There are plenty of people looking at those questions already and arguing over the answers. I’m not that concerned about any of them, to be honest, apart from the last one, obviously. Anyway, the question I’m looking at arose from an article about Red Hat in which CFO and executive vice president Charles Peters revealed it had achieved a sales mix of 70% channel and 30% direct sales in its second quarter.
Apparently, 70% channel sales has been a “multiyear goal” for Red Hat, so it’s cause for celebration that the software vendor has achieved this figure. However, Peters warned it might slip back again in the second half of the year because it is “typically the time that we have a higher percentage of our sales coming from the direct channel”.

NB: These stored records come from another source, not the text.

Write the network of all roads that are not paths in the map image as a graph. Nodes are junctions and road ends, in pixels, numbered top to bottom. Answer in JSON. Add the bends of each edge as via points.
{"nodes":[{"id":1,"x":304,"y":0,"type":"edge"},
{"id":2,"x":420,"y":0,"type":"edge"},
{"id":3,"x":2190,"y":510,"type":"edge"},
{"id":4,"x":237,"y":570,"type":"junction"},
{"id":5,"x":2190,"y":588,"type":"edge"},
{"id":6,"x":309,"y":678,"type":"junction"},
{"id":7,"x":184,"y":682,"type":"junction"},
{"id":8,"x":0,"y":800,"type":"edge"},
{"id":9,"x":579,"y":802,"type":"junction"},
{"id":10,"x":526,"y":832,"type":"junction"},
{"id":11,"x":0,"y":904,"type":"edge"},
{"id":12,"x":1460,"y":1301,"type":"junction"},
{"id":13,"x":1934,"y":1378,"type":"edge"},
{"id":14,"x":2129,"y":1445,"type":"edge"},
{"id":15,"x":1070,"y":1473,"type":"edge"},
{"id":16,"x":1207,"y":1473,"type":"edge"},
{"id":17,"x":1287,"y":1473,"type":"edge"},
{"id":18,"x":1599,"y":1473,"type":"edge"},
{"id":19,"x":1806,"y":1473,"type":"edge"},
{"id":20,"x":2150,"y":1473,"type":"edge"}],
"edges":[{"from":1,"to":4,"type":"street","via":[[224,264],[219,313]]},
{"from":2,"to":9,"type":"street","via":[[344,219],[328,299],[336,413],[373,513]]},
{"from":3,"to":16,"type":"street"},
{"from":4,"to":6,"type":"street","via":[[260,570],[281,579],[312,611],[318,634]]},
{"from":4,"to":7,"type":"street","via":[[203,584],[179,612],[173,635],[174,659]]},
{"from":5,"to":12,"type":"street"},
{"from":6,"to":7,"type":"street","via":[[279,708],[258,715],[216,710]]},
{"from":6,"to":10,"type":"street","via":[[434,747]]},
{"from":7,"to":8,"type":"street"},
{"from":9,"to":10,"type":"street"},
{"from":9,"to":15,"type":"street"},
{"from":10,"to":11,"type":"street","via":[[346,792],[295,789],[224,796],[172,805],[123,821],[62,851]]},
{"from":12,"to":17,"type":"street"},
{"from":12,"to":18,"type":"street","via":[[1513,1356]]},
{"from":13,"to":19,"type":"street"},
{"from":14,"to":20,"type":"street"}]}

This would suggest that, overall, Red Hat will not achieve its multiyear goal in 2013. Which begs the question, is it aiming for the right figure? That’s not one I’m going to answer but we shall find out over the next year or so whether it might want to consider revising its goal for channel sales.

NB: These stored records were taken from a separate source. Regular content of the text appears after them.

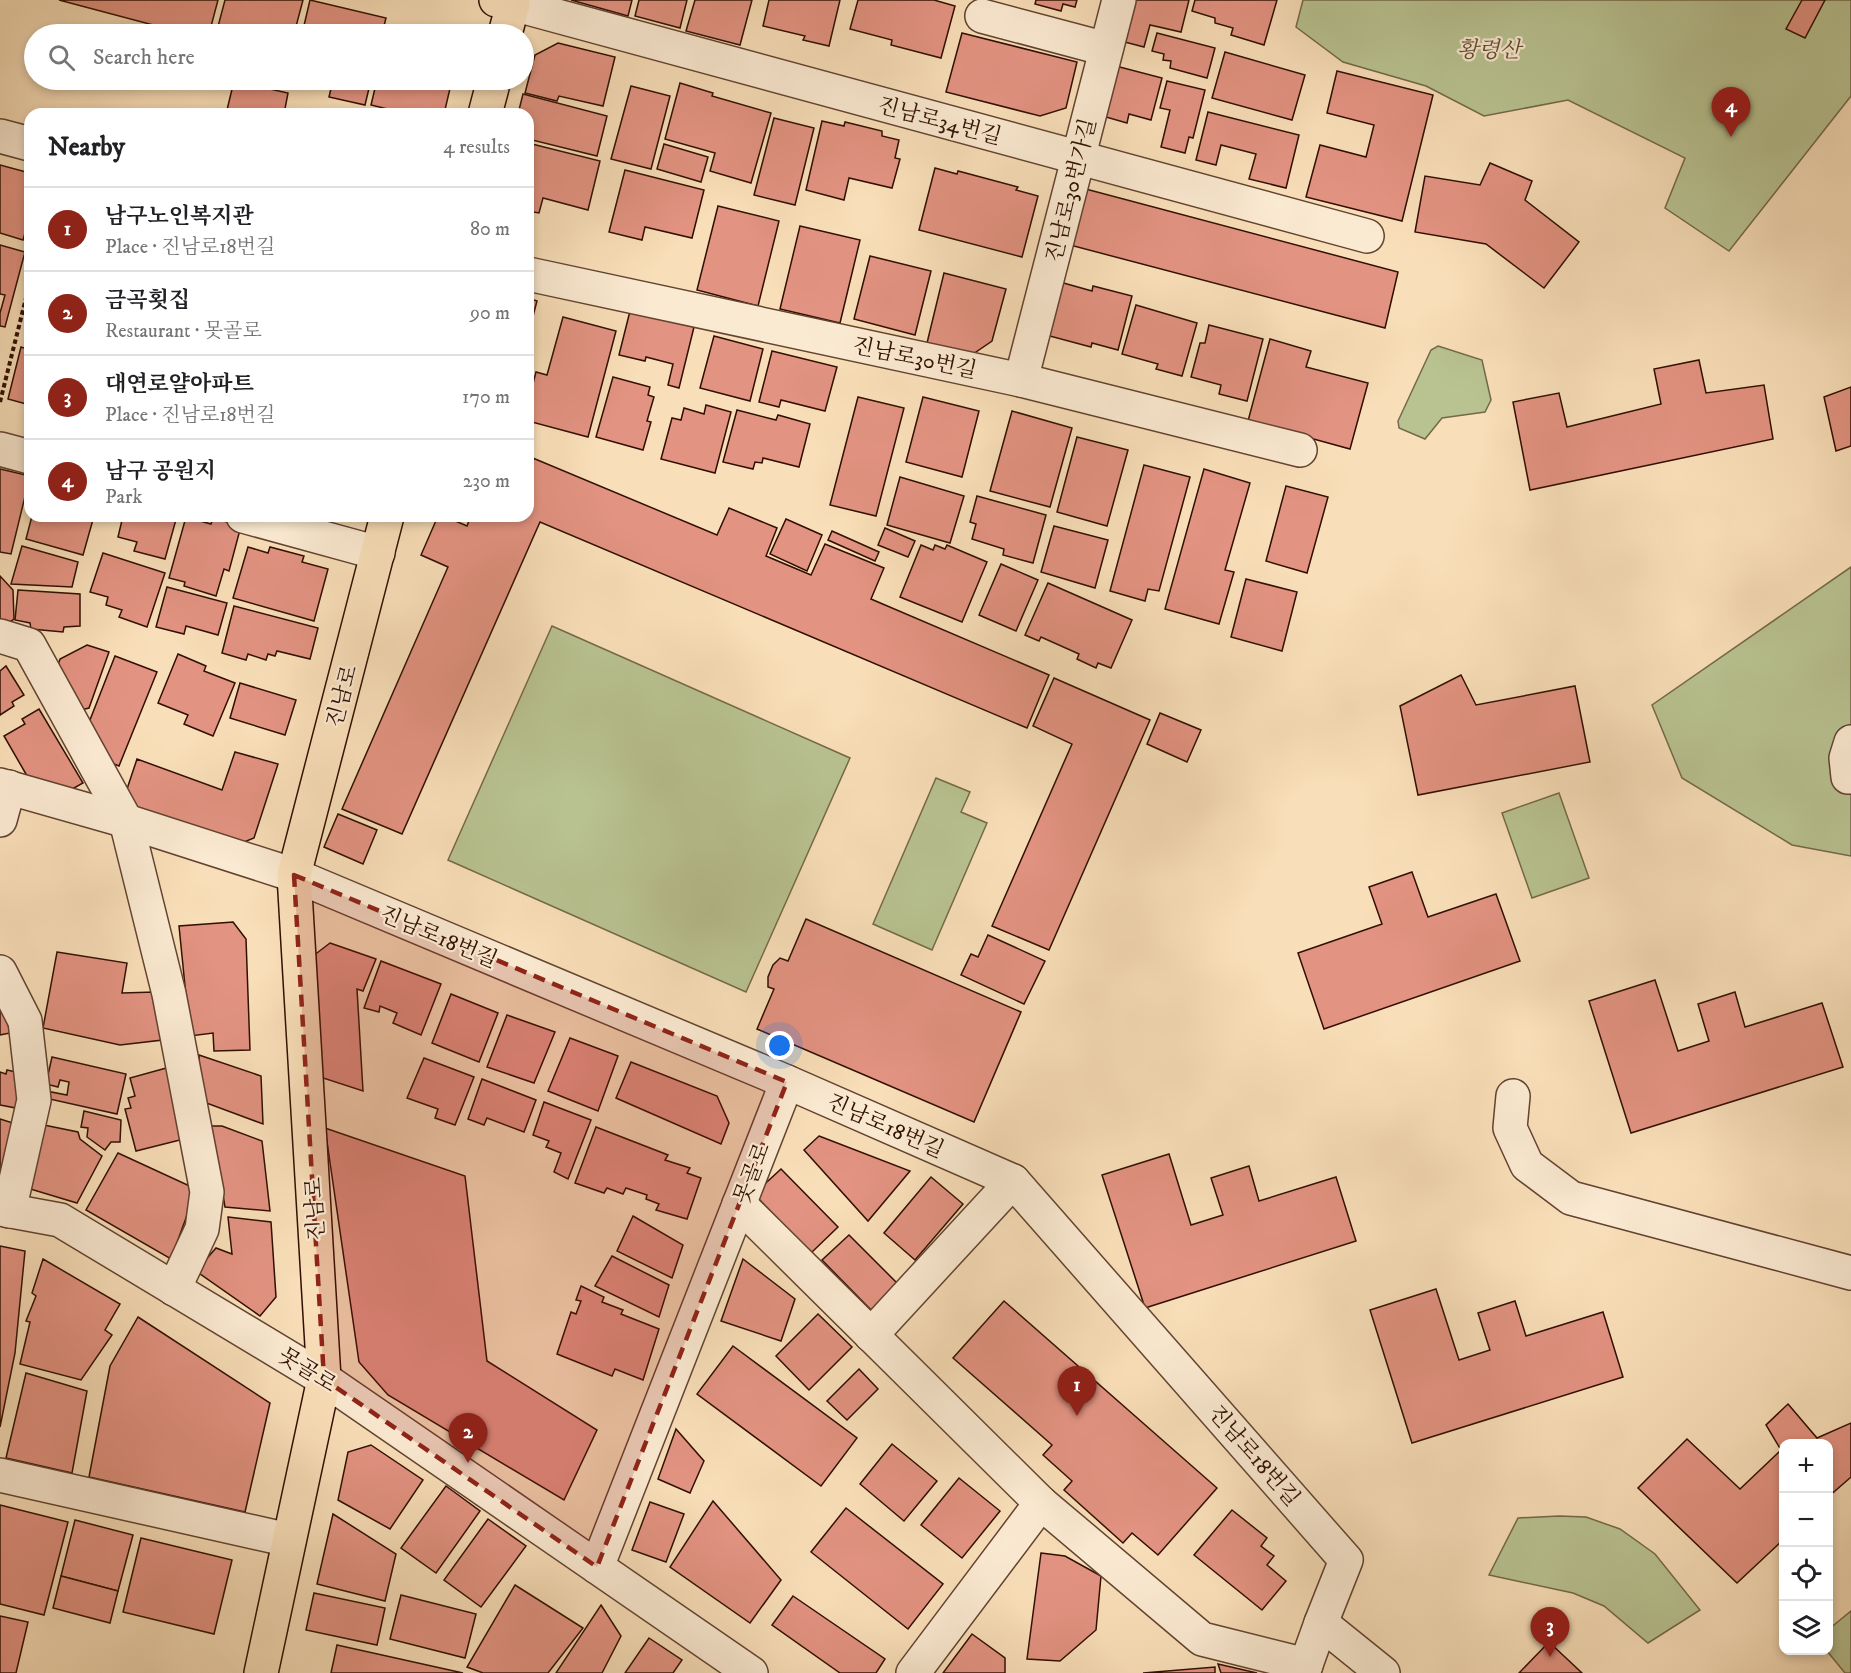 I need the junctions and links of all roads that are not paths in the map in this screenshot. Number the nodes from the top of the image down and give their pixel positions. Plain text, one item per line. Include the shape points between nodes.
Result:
1 (1119, 0) edge
2 (507, 10) edge
3 (982, 16) dead end
4 (1106, 49) junction
5 (491, 90) edge
6 (487, 108) edge
7 (0, 136) edge
8 (24, 142) edge
9 (1078, 158) junction
10 (1367, 236) dead end
11 (534, 275) edge
12 (1021, 380) junction
13 (0, 449) edge
14 (1300, 450) dead end
15 (24, 455) edge
16 (265, 522) edge
17 (386, 522) edge
18 (378, 553) junction
19 (0, 636) edge
20 (1851, 742) edge
21 (1851, 777) edge
22 (4, 786) edge
23 (0, 820) edge
24 (126, 821) junction
25 (294, 875) junction
26 (0, 972) edge
27 (787, 1082) junction
28 (1513, 1096) dead end
29 (1013, 1181) junction
30 (739, 1204) junction
31 (5, 1210) edge
32 (1851, 1273) edge
33 (174, 1289) junction
34 (871, 1335) junction
35 (324, 1378) junction
36 (0, 1475) edge
37 (1041, 1503) junction
38 (289, 1540) junction
39 (597, 1567) junction
40 (1321, 1623) junction
41 (1305, 1669) edge
42 (261, 1673) edge
43 (751, 1673) edge
44 (913, 1673) edge
45 (1383, 1673) edge

1 - 4 street, 진남로30번가길
2 - 9 street, 진남로34번길
3 - 4 street
4 - 9 street, 진남로30번가길
5 - 6 main road
7 - 8 street
9 - 10 street, 진남로34번길
9 - 12 street, 진남로30번가길
11 - 12 street, 진남로30번길
12 - 14 street, 진남로30번길
13 - 15 street
16 - 18 street
17 - 18 main road, 진남로
18 - 25 main road, 진남로
19 - 24 street via 29,645
20 - 21 street via 1846,758
22 - 23 street
22 - 24 street
24 - 25 street
24 - 33 street via 169,994 207,1192 202,1229
25 - 27 street, 진남로18번길
25 - 35 main road, 진남로
26 - 31 street via 25,1021 34,1100
27 - 29 street, 진남로18번길
27 - 30 street, 못골로
28 - 32 street via 1510,1128 1527,1165 1571,1198
29 - 34 street
29 - 40 street, 진남로18번길 via 1346,1560
30 - 34 street
30 - 39 street, 못골로
31 - 33 street, 못골로 via 60,1220
33 - 35 street, 못골로
34 - 37 street
35 - 38 main road, 진남로
35 - 39 street, 못골로
36 - 38 street
37 - 41 street via 1202,1639
37 - 44 street
38 - 42 main road, 진남로
39 - 43 street, 못골로
40 - 41 street
40 - 45 street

Prompted by Red Hat’s experience, I suppose I’d like to know whether there is an optimum percentage for channel sales above or below which a vendor might lose sales. I know there are a number of vendors that profess to be 100% channel but there are many more that include some element of direct sales in their sales mix. The figure for that mix between direct and channel seems to vary by vendor. I assume this is because, as I’ve argued before, certain industry sectors and customer segments expect more vendor involvement than others.
It would be interesting to find out what vendors (and their channel partners) think is the most effective sales mix for their sector or technology. The first assumption from partners would probably be 100% channel but I think we can, for the most part, ignore that. In fact, I think it might be safer to argue that no vendor should have a 100% sales approach based either on direct or channel sales.
So what should it be? And is it ever achievable?
Assuming that the responses, while varied, allow for some measure of direct sales, the other concern is channel conflict. Again, I don’t think anyone can argue there should be no such thing as channel conflict but so long as instances where there is a clash between channel partners and direct sales forces are managed in a way that is fair and transparent to everybody, it shouldn’t be an insurmountable problem.
Unlike finding the multiverse where Scotland won the World Cup in 1974, 1978 and 1982.